_Input data_.
-----

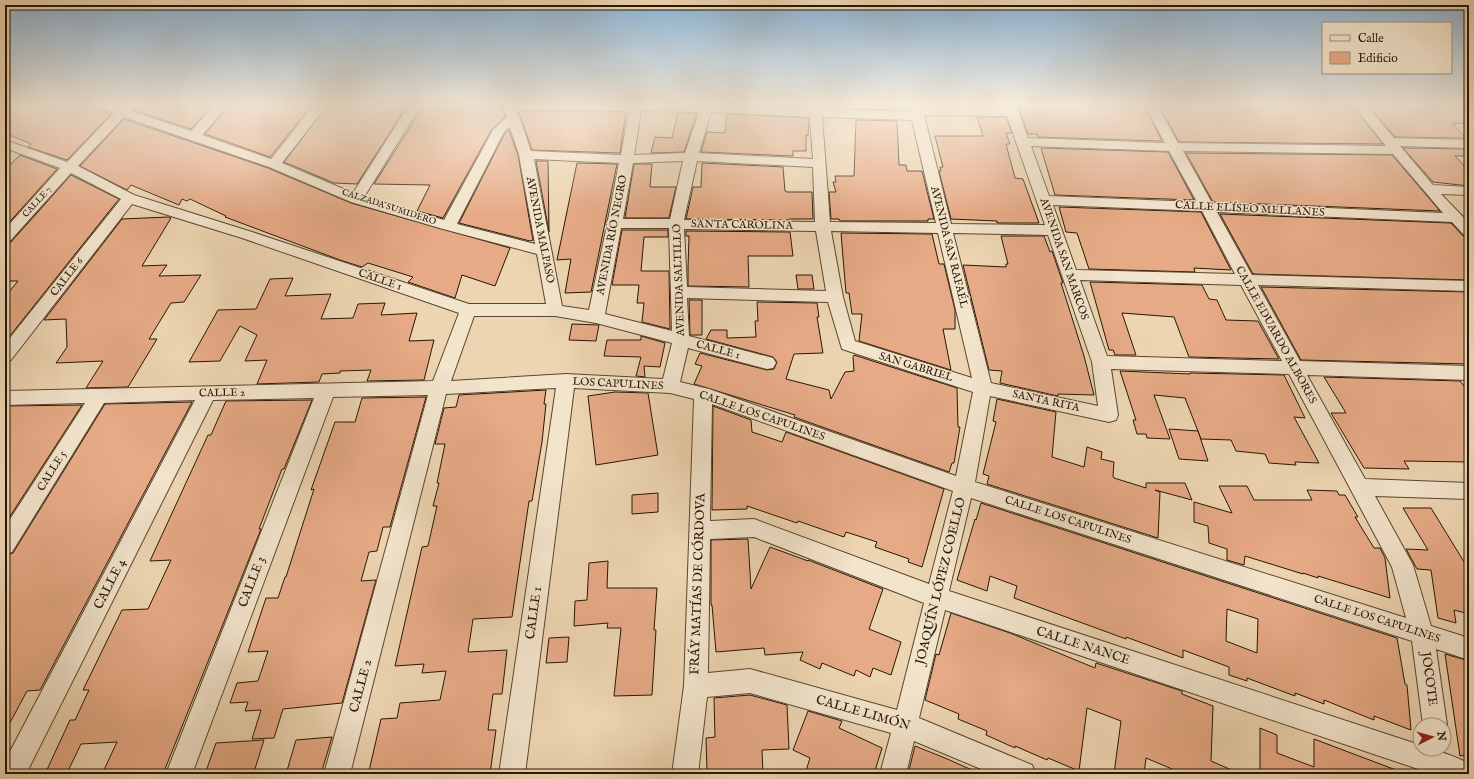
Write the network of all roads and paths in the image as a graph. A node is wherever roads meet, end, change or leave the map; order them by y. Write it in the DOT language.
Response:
graph roads {
  1 [pos="94,141"];
  2 [pos="209,141"];
  3 [pos="292,141"];
  4 [pos="392,141"];
  5 [pos="493,141"];
  6 [pos="521,141"];
  7 [pos="630,141"];
  8 [pos="696,141"];
  9 [pos="818,141"];
  10 [pos="923,141"];
  11 [pos="1171,141"];
  12 [pos="1390,141"];
  13 [pos="1023,142"];
  14 [pos="5,144"];
  15 [pos="1469,144"];
  16 [pos="1394,146"];
  17 [pos="1174,147"];
  18 [pos="526,155"];
  19 [pos="691,157"];
  20 [pos="627,159"];
  21 [pos="820,163"];
  22 [pos="274,164"];
  23 [pos="69,167"];
  24 [pos="1429,189"];
  25 [pos="1469,191"];
  26 [pos="129,198"];
  27 [pos="356,199"];
  28 [pos="1043,200"];
  29 [pos="1207,207"];
  30 [pos="1456,218"];
  31 [pos="613,223"];
  32 [pos="676,224"];
  33 [pos="448,226"];
  34 [pos="823,226"];
  35 [pos="944,228"];
  36 [pos="1054,230"];
  37 [pos="1469,232"];
  38 [pos="5,238"];
  39 [pos="544,251"];
  40 [pos="1070,275"];
  41 [pos="1246,280"];
  42 [pos="1469,286"];
  43 [pos="679,292"];
  44 [pos="835,297"];
  45 [pos="468,310"];
  46 [pos="555,310"];
  47 [pos="596,317"];
  48 [pos="681,340"];
  49 [pos="5,356"];
  50 [pos="1101,362"];
  51 [pos="767,363"];
  52 [pos="1295,368"];
  53 [pos="1469,373"];
  54 [pos="566,381"];
  55 [pos="670,386"];
  56 [pos="439,388"];
  57 [pos="983,388"];
  58 [pos="326,391"];
  59 [pos="208,393"];
  60 [pos="703,394"];
  61 [pos="98,397"];
  62 [pos="5,398"];
  63 [pos="1109,415"];
  64 [pos="964,487"];
  65 [pos="1360,487"];
  66 [pos="1469,491"];
  67 [pos="700,532"];
  68 [pos="5,545"];
  69 [pos="1402,565"];
  70 [pos="936,597"];
  71 [pos="1422,632"];
  72 [pos="1469,649"];
  73 [pos="696,686"];
  74 [pos="1434,717"];
  75 [pos="905,724"];
  76 [pos="1441,762"];
  77 [pos="12,774"];
  78 [pos="179,774"];
  79 [pos="337,774"];
  80 [pos="512,774"];
  81 [pos="685,774"];
  82 [pos="893,774"];
  83 [pos="1023,774"];
  84 [pos="1465,774"];
  1 -- 23 [label="street, CALLE 7"];
  2 -- 22 [label="street, CALZADA SUMIDERO"];
  3 -- 22 [label="street"];
  4 -- 27 [label="street"];
  5 -- 33 [label="street"];
  6 -- 18 [label="street, AVENIDA MALPASO"];
  7 -- 20 [label="street, AVENIDA RÍO NEGRO"];
  8 -- 19 [label="street, AVENIDA SALTILLO"];
  9 -- 21 [label="street"];
  10 -- 35 [label="street, AVENIDA SAN RAFAÉL"];
  11 -- 17 [label="street, CALLE EDUARDO ALBORES"];
  12 -- 16 [label="street"];
  13 -- 17 [label="street"];
  13 -- 28 [label="street, AVENIDA SAN MARCOS"];
  14 -- 23 [label="street, CALLE 1"];
  15 -- 16 [label="street"];
  16 -- 17 [label="street"];
  16 -- 24 [label="street"];
  17 -- 29 [label="street, CALLE EDUARDO ALBORES"];
  18 -- 20 [label="street"];
  18 -- 39 [label="street, AVENIDA MALPASO"];
  19 -- 20 [label="street"];
  19 -- 21 [label="street"];
  19 -- 32 [label="street, AVENIDA SALTILLO"];
  20 -- 31 [label="street, AVENIDA RÍO NEGRO"];
  21 -- 34 [label="street"];
  22 -- 27 [label="street, CALZADA SUMIDERO"];
  23 -- 26 [label="street, CALLE 1"];
  23 -- 38 [label="street, CALLE 7"];
  24 -- 25 [label="street"];
  24 -- 30 [label="street"];
  26 -- 45 [label="street, CALLE 1"];
  26 -- 49 [label="street, CALLE 6"];
  27 -- 33 [label="street, CALZADA SUMIDERO"];
  28 -- 29 [label="street, CALLE ELÍSEO MELLANES"];
  28 -- 36 [label="street, AVENIDA SAN MARCOS"];
  29 -- 30 [label="street, CALLE ELÍSEO MELLANES"];
  29 -- 41 [label="street, CALLE EDUARDO ALBORES"];
  30 -- 37 [label="street"];
  31 -- 32 [label="street, SANTA CAROLINA"];
  31 -- 47 [label="street, AVENIDA RÍO NEGRO"];
  32 -- 34 [label="street, SANTA CAROLINA"];
  32 -- 43 [label="street, AVENIDA SALTILLO"];
  33 -- 39 [label="street, CALZADA SUMIDERO"];
  34 -- 35 [label="street, SANTA CAROLINA"];
  34 -- 44 [label="street"];
  35 -- 36 [label="street, SANTA CAROLINA"];
  35 -- 57 [label="street, AVENIDA SAN RAFAÉL"];
  36 -- 40 [label="street, AVENIDA SAN MARCOS"];
  39 -- 46 [label="street, AVENIDA MALPASO"];
  40 -- 41 [label="street"];
  40 -- 50 [label="street, AVENIDA SAN MARCOS"];
  41 -- 42 [label="street"];
  41 -- 52 [label="street, CALLE EDUARDO ALBORES"];
  43 -- 44 [label="street"];
  43 -- 48 [label="street, AVENIDA SALTILLO"];
  44 -- 57 [label="street, SAN GABRIEL"];
  45 -- 46 [label="street, CALLE 1"];
  45 -- 56 [label="street, CALLE 2"];
  46 -- 47 [label="street, CALLE 1"];
  47 -- 48 [label="street, CALLE 1"];
  48 -- 51 [label="street, CALLE 1"];
  48 -- 55 [label="street, AVENIDA SALTILLO"];
  50 -- 52 [label="street"];
  50 -- 63 [label="street, AVENIDA SAN MARCOS"];
  52 -- 53 [label="street"];
  52 -- 65 [label="street, CALLE EDUARDO ALBORES"];
  54 -- 55 [label="street, LOS CAPULINES"];
  54 -- 56 [label="street, CALLE 2"];
  54 -- 80 [label="street, CALLE 1"];
  55 -- 60 [label="street, CALLE LOS CAPULINES"];
  56 -- 58 [label="street, CALLE 2"];
  56 -- 79 [label="street, CALLE 2"];
  57 -- 63 [label="street, SANTA RITA"];
  57 -- 64 [label="street, JOAQUÍN LÓPEZ COELLO"];
  58 -- 59 [label="street, CALLE 2"];
  58 -- 78 [label="street, CALLE 3"];
  59 -- 61 [label="street, CALLE 2"];
  59 -- 77 [label="street, CALLE 4"];
  60 -- 64 [label="street, CALLE LOS CAPULINES"];
  60 -- 67 [label="street, FRÁY MATÍAS DE CÓRDOVA"];
  61 -- 62 [label="street, CALLE 2"];
  61 -- 68 [label="street, CALLE 5"];
  64 -- 70 [label="street, JOAQUÍN LÓPEZ COELLO"];
  64 -- 71 [label="street, CALLE LOS CAPULINES"];
  65 -- 66 [label="street"];
  65 -- 69 [label="street, CALLE EDUARDO ALBORES"];
  67 -- 70 [label="street, CALLE NANCE"];
  67 -- 73 [label="street, FRÁY MATÍAS DE CÓRDOVA"];
  69 -- 71 [label="street, JOCOTE"];
  70 -- 75 [label="street, JOAQUÍN LÓPEZ COELLO"];
  70 -- 76 [label="street, CALLE NANCE"];
  71 -- 72 [label="street, CALLE LOS CAPULINES"];
  71 -- 74 [label="street, JOCOTE"];
  73 -- 75 [label="street, CALLE LIMÓN"];
  73 -- 81 [label="street, FRÁY MATÍAS DE CÓRDOVA"];
  75 -- 82 [label="street, JOAQUÍN LÓPEZ COELLO"];
  75 -- 83 [label="street, CALLE LIMÓN"];
  76 -- 84 [label="street, CALLE NANCE"];
}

-----

_Assignment_. Wherever the string "LIMÓN" appears in the entries, copy that line.

_Result for this task_.
  73 -- 75 [label="street, CALLE LIMÓN"];
  75 -- 83 [label="street, CALLE LIMÓN"];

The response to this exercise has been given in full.